*How to complete this task:*
Apart from the pictures, every line below is to be set down exactly.

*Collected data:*
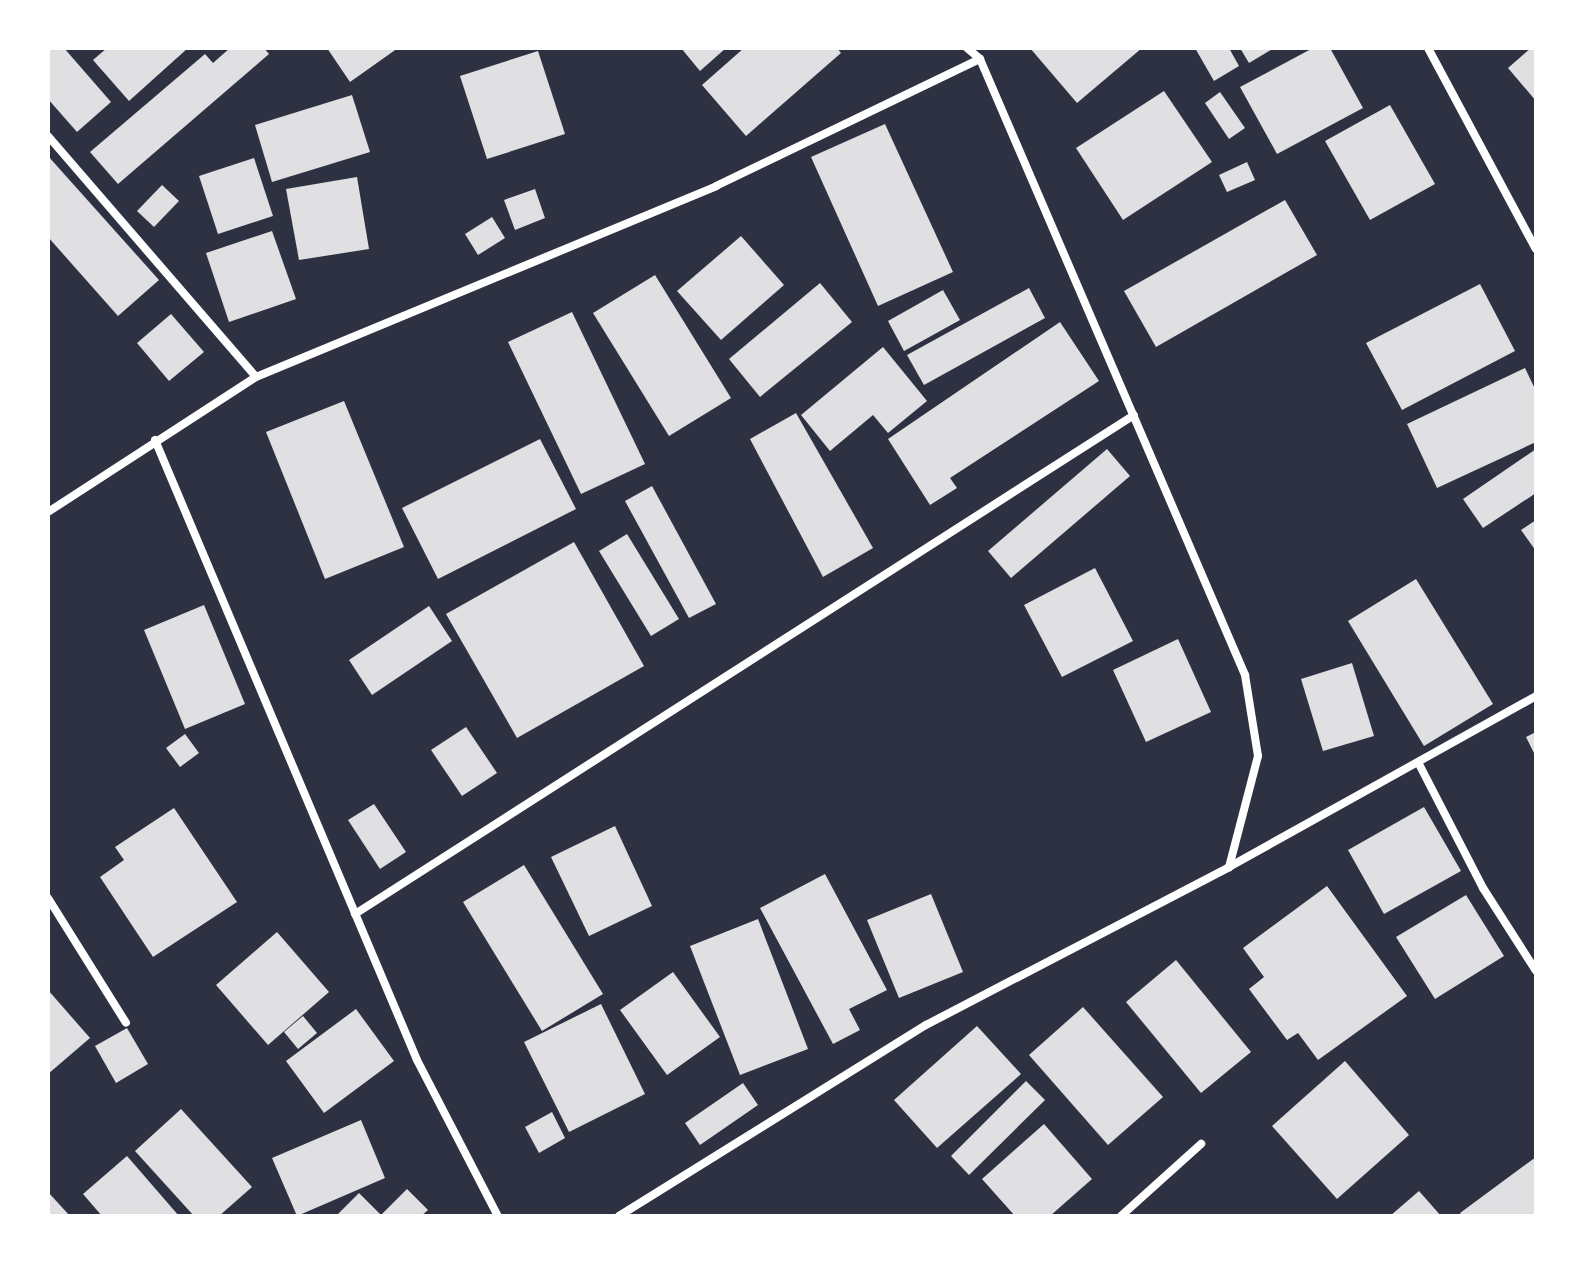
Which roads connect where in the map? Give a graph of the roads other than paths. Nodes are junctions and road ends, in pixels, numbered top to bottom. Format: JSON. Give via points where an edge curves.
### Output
{"nodes":[{"id":1,"x":967,"y":48,"type":"edge"},
{"id":2,"x":1428,"y":48,"type":"edge"},
{"id":3,"x":980,"y":59,"type":"junction"},
{"id":4,"x":48,"y":136,"type":"edge"},
{"id":5,"x":1536,"y":249,"type":"edge"},
{"id":6,"x":256,"y":377,"type":"junction"},
{"id":7,"x":1134,"y":415,"type":"junction"},
{"id":8,"x":155,"y":440,"type":"junction"},
{"id":9,"x":48,"y":512,"type":"edge"},
{"id":10,"x":1536,"y":696,"type":"edge"},
{"id":11,"x":1419,"y":764,"type":"junction"},
{"id":12,"x":1229,"y":867,"type":"junction"},
{"id":13,"x":48,"y":898,"type":"edge"},
{"id":14,"x":355,"y":914,"type":"junction"},
{"id":15,"x":1536,"y":971,"type":"edge"},
{"id":16,"x":126,"y":1023,"type":"dead end"},
{"id":17,"x":1201,"y":1144,"type":"dead end"},
{"id":18,"x":498,"y":1216,"type":"edge"},
{"id":19,"x":619,"y":1216,"type":"edge"},
{"id":20,"x":1121,"y":1216,"type":"edge"}],
"edges":[{"from":1,"to":3,"type":"street"},
{"from":2,"to":5,"type":"street"},
{"from":3,"to":6,"type":"street","via":[[716,186]]},
{"from":3,"to":7,"type":"street"},
{"from":4,"to":6,"type":"street"},
{"from":6,"to":8,"type":"street"},
{"from":7,"to":12,"type":"street","via":[[1245,675],[1258,756]]},
{"from":7,"to":14,"type":"street"},
{"from":8,"to":9,"type":"street"},
{"from":8,"to":14,"type":"street"},
{"from":10,"to":11,"type":"street"},
{"from":11,"to":12,"type":"street"},
{"from":11,"to":15,"type":"street","via":[[1483,888]]},
{"from":12,"to":19,"type":"street","via":[[926,1025]]},
{"from":13,"to":16,"type":"street"},
{"from":14,"to":18,"type":"street","via":[[417,1060]]},
{"from":17,"to":20,"type":"street"}]}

*Solution:*
Which roads connect where in the map? Give a graph of the roads other than paths. Nodes are junctions and road ends, in pixels, numbered top to bottom. Format: JSON. Give via points where an edge curves.
### Output
{"nodes":[{"id":1,"x":967,"y":48,"type":"edge"},
{"id":2,"x":1428,"y":48,"type":"edge"},
{"id":3,"x":980,"y":59,"type":"junction"},
{"id":4,"x":48,"y":136,"type":"edge"},
{"id":5,"x":1536,"y":249,"type":"edge"},
{"id":6,"x":256,"y":377,"type":"junction"},
{"id":7,"x":1134,"y":415,"type":"junction"},
{"id":8,"x":155,"y":440,"type":"junction"},
{"id":9,"x":48,"y":512,"type":"edge"},
{"id":10,"x":1536,"y":696,"type":"edge"},
{"id":11,"x":1419,"y":764,"type":"junction"},
{"id":12,"x":1229,"y":867,"type":"junction"},
{"id":13,"x":48,"y":898,"type":"edge"},
{"id":14,"x":355,"y":914,"type":"junction"},
{"id":15,"x":1536,"y":971,"type":"edge"},
{"id":16,"x":126,"y":1023,"type":"dead end"},
{"id":17,"x":1201,"y":1144,"type":"dead end"},
{"id":18,"x":498,"y":1216,"type":"edge"},
{"id":19,"x":619,"y":1216,"type":"edge"},
{"id":20,"x":1121,"y":1216,"type":"edge"}],
"edges":[{"from":1,"to":3,"type":"street"},
{"from":2,"to":5,"type":"street"},
{"from":3,"to":6,"type":"street","via":[[716,186]]},
{"from":3,"to":7,"type":"street"},
{"from":4,"to":6,"type":"street"},
{"from":6,"to":8,"type":"street"},
{"from":7,"to":12,"type":"street","via":[[1245,675],[1258,756]]},
{"from":7,"to":14,"type":"street"},
{"from":8,"to":9,"type":"street"},
{"from":8,"to":14,"type":"street"},
{"from":10,"to":11,"type":"street"},
{"from":11,"to":12,"type":"street"},
{"from":11,"to":15,"type":"street","via":[[1483,888]]},
{"from":12,"to":19,"type":"street","via":[[926,1025]]},
{"from":13,"to":16,"type":"street"},
{"from":14,"to":18,"type":"street","via":[[417,1060]]},
{"from":17,"to":20,"type":"street"}]}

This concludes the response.